Gobiiformes of the Karpov Yar Locality
| Genus | Species | Notes | Image |
| Alienagobius | A. pygmaeus | A small oxudercid known from three specimens with standard length of the fish is 2.01 centimetres (0.79 in). |  |
| Cryptograciles | C. conicus | A small oxudercid known from two specimens with standard length of the fish is 2.55 centimetres (1.00 in). |  |
| C. robustus | A small oxudercid known from two specimens with a standard length of 2.05 centimetres (0.81 in). |  |
| Katyagobius | K. prikryli | A small gobiid known from a single specimen with a standard length of 3.10 centimetres (1.22 in). |  |
| K. sp. | A small gobiid known from two specimens with a standard length of 3.62 centimetres (1.43 in). Due to differences between the two specimens, it is unknown if the material represents one or two species. |  |
| Moldavigobius | M. gloriae | A small gobiid known from a single specimen with a standard length of the fish is 3.35 centimetres (1.32 in). |  |
| M. helenae | A small gobiid known from six specimens with a standard length of the fish is 3.42 centimetres (1.35 in). |  |
| M. sp | A small gobiid known from a single specimen that cannot be placed to species level though is notably different than the described species due to a few traits including the amount of rays on the second dorsal fin and the larger size of some of the scales. The standard length of the fish is 3.44 centimetres (1.35 in). |  |
| Pseudolesueurigobius | P. manfredi | A medium-sized gobiid known from two specimens with a standard length of 6.50 centimetres (2.56 in). |  |
| Sarmatigobius | S. compactus | A medium-sized gobiid known from a single specimen with a standard length of 5.39 centimetres (2.12 in). |  |
| S. iugosus | A medium-sized gobiid known from a single specimen with a standard length of 6.4 centimetres (2.5 in).
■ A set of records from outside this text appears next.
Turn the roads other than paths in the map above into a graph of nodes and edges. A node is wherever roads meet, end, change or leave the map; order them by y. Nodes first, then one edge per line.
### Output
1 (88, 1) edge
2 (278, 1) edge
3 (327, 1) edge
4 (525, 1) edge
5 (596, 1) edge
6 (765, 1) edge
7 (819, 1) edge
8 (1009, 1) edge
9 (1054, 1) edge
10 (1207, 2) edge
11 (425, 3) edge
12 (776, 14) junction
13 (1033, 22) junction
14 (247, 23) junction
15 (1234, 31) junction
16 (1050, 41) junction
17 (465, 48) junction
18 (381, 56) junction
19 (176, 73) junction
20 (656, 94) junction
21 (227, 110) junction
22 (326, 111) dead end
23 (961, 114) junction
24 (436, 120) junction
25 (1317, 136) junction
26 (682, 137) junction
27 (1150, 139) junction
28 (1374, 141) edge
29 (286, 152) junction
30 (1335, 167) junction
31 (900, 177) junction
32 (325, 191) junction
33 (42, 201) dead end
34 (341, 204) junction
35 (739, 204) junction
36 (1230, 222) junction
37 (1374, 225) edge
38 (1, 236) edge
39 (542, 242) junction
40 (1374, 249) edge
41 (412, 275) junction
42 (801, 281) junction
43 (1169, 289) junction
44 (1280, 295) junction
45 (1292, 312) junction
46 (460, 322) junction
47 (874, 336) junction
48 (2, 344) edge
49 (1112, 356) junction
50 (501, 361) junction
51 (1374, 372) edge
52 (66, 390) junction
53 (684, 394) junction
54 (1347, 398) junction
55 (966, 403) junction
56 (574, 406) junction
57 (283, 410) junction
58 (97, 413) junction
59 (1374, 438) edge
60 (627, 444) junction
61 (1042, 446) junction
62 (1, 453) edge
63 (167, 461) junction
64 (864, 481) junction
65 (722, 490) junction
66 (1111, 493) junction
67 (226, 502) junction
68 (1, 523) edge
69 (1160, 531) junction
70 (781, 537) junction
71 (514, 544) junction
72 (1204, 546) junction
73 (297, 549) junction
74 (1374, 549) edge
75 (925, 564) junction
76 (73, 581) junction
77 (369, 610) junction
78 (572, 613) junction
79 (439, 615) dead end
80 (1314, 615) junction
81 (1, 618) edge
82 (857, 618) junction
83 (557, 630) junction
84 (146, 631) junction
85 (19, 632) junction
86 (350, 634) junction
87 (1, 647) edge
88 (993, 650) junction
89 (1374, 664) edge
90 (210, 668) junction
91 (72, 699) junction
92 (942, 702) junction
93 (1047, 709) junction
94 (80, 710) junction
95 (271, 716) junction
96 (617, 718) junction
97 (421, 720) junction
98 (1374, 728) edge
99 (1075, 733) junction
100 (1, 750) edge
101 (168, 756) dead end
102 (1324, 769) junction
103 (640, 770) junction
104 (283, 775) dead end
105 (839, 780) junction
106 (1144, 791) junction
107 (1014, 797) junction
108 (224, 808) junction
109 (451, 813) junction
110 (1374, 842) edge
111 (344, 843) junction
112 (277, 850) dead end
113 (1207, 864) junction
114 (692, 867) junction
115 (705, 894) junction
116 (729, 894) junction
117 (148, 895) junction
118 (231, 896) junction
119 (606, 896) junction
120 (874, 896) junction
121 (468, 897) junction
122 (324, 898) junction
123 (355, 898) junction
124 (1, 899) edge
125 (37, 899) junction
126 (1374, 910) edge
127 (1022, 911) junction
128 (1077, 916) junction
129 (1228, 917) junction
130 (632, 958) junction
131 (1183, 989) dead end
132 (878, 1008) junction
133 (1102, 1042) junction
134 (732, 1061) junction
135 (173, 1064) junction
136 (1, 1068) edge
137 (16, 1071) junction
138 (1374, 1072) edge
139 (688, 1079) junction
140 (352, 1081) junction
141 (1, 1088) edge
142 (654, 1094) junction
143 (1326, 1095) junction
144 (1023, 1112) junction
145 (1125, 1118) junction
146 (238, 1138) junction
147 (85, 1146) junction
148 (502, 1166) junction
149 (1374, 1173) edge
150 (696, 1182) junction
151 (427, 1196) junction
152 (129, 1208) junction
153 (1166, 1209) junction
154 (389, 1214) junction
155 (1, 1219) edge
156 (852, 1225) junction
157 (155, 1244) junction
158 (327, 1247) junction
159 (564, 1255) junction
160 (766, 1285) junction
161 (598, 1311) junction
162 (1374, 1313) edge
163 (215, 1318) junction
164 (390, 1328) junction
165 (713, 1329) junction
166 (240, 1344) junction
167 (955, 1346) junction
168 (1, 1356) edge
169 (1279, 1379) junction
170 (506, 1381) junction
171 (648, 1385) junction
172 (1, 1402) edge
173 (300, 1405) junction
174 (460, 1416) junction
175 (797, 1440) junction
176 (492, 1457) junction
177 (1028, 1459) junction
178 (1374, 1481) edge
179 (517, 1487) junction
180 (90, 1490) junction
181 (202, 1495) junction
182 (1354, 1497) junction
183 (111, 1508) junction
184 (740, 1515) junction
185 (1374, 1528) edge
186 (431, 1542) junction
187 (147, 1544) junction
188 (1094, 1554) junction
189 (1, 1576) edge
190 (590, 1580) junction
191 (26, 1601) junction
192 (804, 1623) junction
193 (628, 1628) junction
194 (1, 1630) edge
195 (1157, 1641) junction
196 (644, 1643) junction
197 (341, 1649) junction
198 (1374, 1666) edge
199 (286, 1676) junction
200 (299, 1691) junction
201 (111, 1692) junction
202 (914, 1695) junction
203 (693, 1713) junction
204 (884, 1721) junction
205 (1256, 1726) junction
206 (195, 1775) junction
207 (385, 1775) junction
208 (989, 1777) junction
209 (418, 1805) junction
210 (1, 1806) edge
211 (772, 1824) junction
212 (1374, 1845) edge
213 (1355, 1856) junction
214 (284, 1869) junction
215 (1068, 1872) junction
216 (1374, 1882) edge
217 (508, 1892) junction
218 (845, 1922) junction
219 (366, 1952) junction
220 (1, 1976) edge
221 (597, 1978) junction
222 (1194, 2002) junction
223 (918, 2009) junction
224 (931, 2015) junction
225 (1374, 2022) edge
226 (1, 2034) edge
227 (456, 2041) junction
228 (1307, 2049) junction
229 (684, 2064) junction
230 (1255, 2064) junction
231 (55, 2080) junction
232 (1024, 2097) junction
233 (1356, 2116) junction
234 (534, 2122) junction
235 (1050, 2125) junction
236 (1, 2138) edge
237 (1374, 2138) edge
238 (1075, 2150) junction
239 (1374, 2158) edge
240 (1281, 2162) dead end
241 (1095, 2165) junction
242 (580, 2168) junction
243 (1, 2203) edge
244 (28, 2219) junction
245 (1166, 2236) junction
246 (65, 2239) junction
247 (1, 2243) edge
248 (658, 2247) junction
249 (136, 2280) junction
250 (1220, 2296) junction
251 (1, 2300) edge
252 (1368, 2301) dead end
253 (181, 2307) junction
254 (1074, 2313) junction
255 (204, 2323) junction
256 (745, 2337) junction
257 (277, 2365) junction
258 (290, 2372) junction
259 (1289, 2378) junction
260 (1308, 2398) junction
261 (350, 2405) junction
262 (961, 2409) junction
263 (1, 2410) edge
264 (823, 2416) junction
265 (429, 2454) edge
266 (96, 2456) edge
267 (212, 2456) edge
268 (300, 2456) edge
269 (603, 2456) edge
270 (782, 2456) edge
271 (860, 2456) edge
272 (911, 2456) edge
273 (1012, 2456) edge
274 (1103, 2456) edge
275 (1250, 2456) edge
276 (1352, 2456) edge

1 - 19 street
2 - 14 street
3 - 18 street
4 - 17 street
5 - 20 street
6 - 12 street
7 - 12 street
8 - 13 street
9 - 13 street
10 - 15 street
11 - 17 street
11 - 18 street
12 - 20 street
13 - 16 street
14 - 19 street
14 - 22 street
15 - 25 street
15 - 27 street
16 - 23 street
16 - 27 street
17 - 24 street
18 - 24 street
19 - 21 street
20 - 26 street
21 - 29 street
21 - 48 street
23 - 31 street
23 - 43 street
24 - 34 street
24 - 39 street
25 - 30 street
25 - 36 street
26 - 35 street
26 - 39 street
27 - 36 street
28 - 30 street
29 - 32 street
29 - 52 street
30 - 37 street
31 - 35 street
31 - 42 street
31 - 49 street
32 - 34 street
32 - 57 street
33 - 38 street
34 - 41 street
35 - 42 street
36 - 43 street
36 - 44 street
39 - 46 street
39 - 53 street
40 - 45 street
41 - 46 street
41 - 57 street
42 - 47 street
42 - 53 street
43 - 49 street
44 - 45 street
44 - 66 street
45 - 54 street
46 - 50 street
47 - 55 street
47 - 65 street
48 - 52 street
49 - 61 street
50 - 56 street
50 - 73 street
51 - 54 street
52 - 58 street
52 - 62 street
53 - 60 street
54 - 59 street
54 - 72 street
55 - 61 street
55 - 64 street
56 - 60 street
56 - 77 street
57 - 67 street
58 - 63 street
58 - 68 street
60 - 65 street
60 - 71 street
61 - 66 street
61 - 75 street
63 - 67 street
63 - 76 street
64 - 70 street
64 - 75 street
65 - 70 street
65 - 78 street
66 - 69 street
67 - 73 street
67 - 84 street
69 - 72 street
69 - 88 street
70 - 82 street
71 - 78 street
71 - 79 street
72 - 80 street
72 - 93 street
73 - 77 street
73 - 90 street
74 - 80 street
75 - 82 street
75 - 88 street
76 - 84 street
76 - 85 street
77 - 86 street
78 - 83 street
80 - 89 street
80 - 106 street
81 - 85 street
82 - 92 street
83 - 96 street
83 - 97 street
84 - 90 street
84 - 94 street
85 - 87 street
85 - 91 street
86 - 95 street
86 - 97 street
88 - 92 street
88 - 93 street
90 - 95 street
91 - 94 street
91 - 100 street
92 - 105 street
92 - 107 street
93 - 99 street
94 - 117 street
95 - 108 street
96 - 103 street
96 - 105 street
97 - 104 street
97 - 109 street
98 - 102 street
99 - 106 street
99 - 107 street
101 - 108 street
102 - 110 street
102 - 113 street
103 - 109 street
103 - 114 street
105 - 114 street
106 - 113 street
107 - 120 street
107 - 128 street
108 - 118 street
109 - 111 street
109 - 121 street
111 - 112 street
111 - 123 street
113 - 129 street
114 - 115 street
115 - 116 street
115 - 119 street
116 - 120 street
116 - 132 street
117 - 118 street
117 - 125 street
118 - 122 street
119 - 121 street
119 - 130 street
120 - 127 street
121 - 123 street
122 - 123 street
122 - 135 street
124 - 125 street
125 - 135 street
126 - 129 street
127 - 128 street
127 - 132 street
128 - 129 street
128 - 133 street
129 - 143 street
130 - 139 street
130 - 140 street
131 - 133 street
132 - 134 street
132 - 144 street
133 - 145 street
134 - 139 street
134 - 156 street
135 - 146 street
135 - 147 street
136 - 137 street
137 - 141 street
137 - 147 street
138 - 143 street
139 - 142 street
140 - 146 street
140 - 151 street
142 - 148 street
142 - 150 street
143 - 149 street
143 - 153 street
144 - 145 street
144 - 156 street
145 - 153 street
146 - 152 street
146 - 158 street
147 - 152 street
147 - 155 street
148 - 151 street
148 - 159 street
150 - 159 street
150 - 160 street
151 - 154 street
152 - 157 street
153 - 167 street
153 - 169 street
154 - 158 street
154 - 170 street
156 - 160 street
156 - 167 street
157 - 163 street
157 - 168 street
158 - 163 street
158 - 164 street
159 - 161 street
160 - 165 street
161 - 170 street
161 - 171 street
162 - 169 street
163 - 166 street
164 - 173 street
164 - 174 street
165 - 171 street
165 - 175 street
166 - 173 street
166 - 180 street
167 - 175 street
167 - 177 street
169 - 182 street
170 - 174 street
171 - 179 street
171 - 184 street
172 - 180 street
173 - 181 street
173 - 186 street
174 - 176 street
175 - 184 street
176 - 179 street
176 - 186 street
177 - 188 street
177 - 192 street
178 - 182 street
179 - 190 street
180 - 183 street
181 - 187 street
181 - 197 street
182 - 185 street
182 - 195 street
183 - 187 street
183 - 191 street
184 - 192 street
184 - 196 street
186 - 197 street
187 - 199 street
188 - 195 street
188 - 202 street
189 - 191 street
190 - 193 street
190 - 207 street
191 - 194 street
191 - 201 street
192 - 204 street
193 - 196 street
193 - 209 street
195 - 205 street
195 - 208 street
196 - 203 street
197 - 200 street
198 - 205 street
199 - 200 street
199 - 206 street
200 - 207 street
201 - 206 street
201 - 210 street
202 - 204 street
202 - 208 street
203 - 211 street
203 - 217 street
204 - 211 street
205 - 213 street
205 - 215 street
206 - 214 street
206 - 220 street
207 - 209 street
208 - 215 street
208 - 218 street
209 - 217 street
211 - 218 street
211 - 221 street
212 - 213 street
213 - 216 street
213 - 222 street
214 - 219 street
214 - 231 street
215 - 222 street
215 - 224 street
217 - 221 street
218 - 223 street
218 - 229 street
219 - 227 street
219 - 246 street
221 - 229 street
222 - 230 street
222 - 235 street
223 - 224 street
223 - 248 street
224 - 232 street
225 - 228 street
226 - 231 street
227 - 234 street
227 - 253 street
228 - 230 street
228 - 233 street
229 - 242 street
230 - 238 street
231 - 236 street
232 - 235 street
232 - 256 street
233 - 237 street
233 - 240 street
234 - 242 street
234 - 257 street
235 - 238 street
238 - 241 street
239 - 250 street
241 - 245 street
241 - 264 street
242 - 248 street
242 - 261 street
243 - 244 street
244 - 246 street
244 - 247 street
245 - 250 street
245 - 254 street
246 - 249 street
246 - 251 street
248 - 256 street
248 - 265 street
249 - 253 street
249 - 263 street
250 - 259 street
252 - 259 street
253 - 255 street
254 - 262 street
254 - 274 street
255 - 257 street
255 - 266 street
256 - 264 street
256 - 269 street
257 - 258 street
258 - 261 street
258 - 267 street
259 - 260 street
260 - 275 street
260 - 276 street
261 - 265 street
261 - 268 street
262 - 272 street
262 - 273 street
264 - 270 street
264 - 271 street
The otoliths preserved with the fish were originally described as a species of the genus Hesperichthys. |  |
| Yarigobius | Y. decoratus | A medium-sized gobiid known from a single specimen with a standard length of 6.32 centimetres (2.49 in). |  |
| Y. naslavcensis | A small gobiid known from a single specimen with a standard length of the fish is 3.87 centimetres (1.52 in). |  |

=== Labriformes ===

Labriformes of the Karpov Yar Locality
| Genus | Species | Notes | Image |
| Symphodus | S. salvus | A labrid known from a single specimen with a standard length of 6.0 centimetres (2.4 in). |  |

=== Mugiliformes ===

Mugiliformes of the Karpov Yar Locality
| Genus | Species | Notes | Image |
| Mugil | M. acer | A mugilid known from eighteen specimens with a standard length of 18.3 centimetres (7.2 in). |  |

=== Perciformes ===

Perciformes of the Karpov Yar Locality
| Genus | Species | Notes | Image |
| Scorpaena | 'S'. sp. | A scorpaenid mentioned to have bee found at the locality but not described. |  |

=== Syngnathiformes ===

Syngnathiformes of the Karpov Yar Locality
| Genus | Species | Notes | Image |
| Mullus | M. moldavicus | A mullid known from five specimens with a standard length of the fish is 7.7 centimetres (3.0 in). |  |
| Nerophis | N. zapfei | A syngnathid with one specimen found at the locality with a standard length of 9.8 centimetres (3.9 in). The species was originally found in Austria, suggesting a link between the eastern and central Paratethys basins during this time. |  |

=== Mollusca ===

Mollusks of the Karpov Yar Locality
| Genus | Species | Notes | Image |
| Clavatula | C. doderleini | A turrid that is found at multiple localities throughout the Eastern Paratethys. |  |
| Loripes | L. niveus | A lucinid associated with the transgression of the Central and Eastern Paratethys that has been found in brackish marshes. |  |
| Terebralia | T. lignitarum | A potamidid found throughout the Paratethys that preferred more brackish environments. |  |
| Tritonalia | T. striata | A muricid associated with the transgression of the Central and Eastern Paratethys. |  |

== Paleoenvironment ==
The environment preserved by the base of the Karpov Yar Locality was a coastal swamp with all fish specimens found in layers representing that of coastal lagoons within the Eastern Paratethys.' During this time, the Eastern Paratethys was largely closed off from the rest of the inland sea.